How can a buyer expect to get the best guidance from a party who has a vested interest in selling property as well? Independent property investment advice needs a separation of these two functions.

A buyer’s agent is an essential part of your investment decision-making. But how can you be sure you’re enlisting a good buyers’ agent that acts exclusively for buyers?


What’s the difference?

A little basic knowledge on buying and selling professionals is a good place to start.

A sales agent can come across as your most trusted confidant when marketing a property. But make no mistake – they aren’t working in your best interests. A selling agent acts for the vendor. End of story.

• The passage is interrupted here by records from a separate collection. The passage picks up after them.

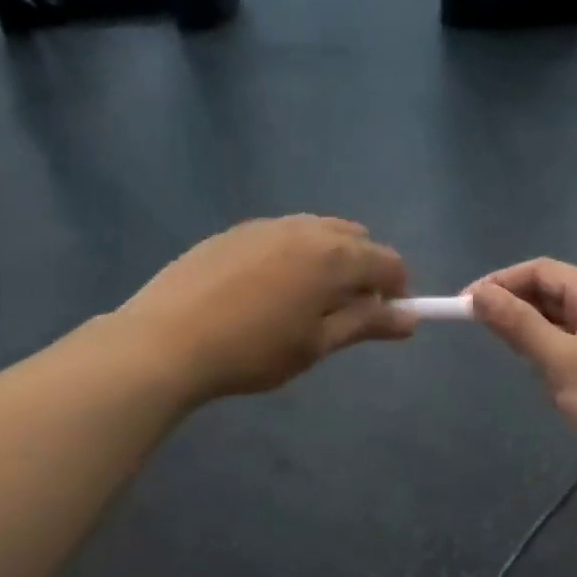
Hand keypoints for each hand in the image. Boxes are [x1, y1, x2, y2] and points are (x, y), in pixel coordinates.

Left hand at [119, 216, 414, 401]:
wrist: (166, 340)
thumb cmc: (253, 351)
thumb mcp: (316, 344)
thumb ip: (365, 324)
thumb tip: (409, 318)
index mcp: (333, 255)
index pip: (388, 262)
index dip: (397, 290)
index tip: (385, 319)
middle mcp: (305, 228)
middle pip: (355, 240)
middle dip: (363, 271)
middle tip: (344, 313)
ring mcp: (265, 225)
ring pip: (316, 232)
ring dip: (328, 260)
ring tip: (305, 302)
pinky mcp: (233, 232)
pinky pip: (281, 235)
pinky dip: (293, 255)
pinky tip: (266, 290)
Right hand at [471, 259, 576, 501]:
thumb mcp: (562, 361)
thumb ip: (518, 325)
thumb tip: (477, 293)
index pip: (543, 271)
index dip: (501, 282)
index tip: (464, 304)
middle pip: (553, 294)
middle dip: (515, 308)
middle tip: (479, 332)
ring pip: (561, 326)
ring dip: (532, 335)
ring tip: (512, 358)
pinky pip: (573, 352)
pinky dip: (551, 359)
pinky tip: (543, 382)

I applaud sales agents who make an honest living working hard for their client, but buyers need to be aware of the relationship, as it can end up costing them thousands more.

Sales agents may put forward a convincing argument about how they’re trying to get the deal done for you as the buyer. They might talk about trying to get their vendor to ‘meet you in the middle’, or about the strength of the local market or the quality of the place you’re looking at and how ‘these opportunities are rare’, but you should always take it with a grain of salt.

At the end of the day, without exception, a sales agent wants to get the vendor a signed contract. You’re the person with the cash and an interest in their property.


Want to know a bit more about how a Buyers' Agent works?  Click here


A buyer’s agent is the exact opposite. A buyer’s agent works for you, the purchaser, without question. They know your goals, what you’ve set out to do, and will work around the clock to make it happen. They’ll steer you away from bad deals. They’ll give you inside information about a local market and where the best opportunities are. They’ll even find listings that aren’t yet public.

And they’ll negotiate directly with a sales agent so that you don’t have to deal with the rigmarole.

A buyer’s agent is your advocate. They represent you and your interests. But they’re also your personal researcher, presenting only the best potential deals to suit your strategy and your budget, as well as the future growth potential of your portfolio.


There’s an enormous difference between the two and when there’s a crossover, it can be concerning. Whether they’re steering you towards purchasing a property they’re marketing, or offering to find you a holding that fits the bill among their listings, it’s hard to trust an agent that’s playing both sides of the fence. Be careful of “dual agents” that work on both sides of the fence.  By law an agent cannot act for both a buyer and seller in the same transaction.


Finding a great BA

Like every profession, not all buyer’s agents are created equally.

You want someone who is truly independent and not aligned with particular sales agents or developers. You want one who is properly qualified and expertly experienced. And you want a buyer’s agent who has a wealth of experience.

Word of mouth is a great place to start. Ask around your circle of friends, family and colleagues to find out who they’ve used and what their experience was like.

Also, check out the Real Estate Buyers Agents Association of Australia (REEBA). This body is all about maintaining the professional standards and education of independent buyer’s agents. REBAA members must abide by a strict code of conduct. Any professional worth their salt who is operating in this space should be a member. If they’re not, either ask them why or run for the hills.

Ensure the buyers’ agent you are planning to use is appropriately licenced in the state they operate.  Also, request references from past clients, along with documented proof of their performance and results. What have they achieved for others?


Deal with the best

Check a buyer’s agent’s qualifications and standing within the industry. Be confident that they’re independent and truly working in your best interests. And make sure they’ve got plenty of runs on the board and a lot of experience under their belt.

When you find a good buyer’s agent, purchasing property is a dream, not a nightmare. They know your goals and will help you achieve them without the stress, fuss and nonsense that comes with going it alone. They find deals you wouldn’t and take the hassle out of securing excellent real estate.

Do your due diligence and avoid dual-purpose agents pushing their own agenda.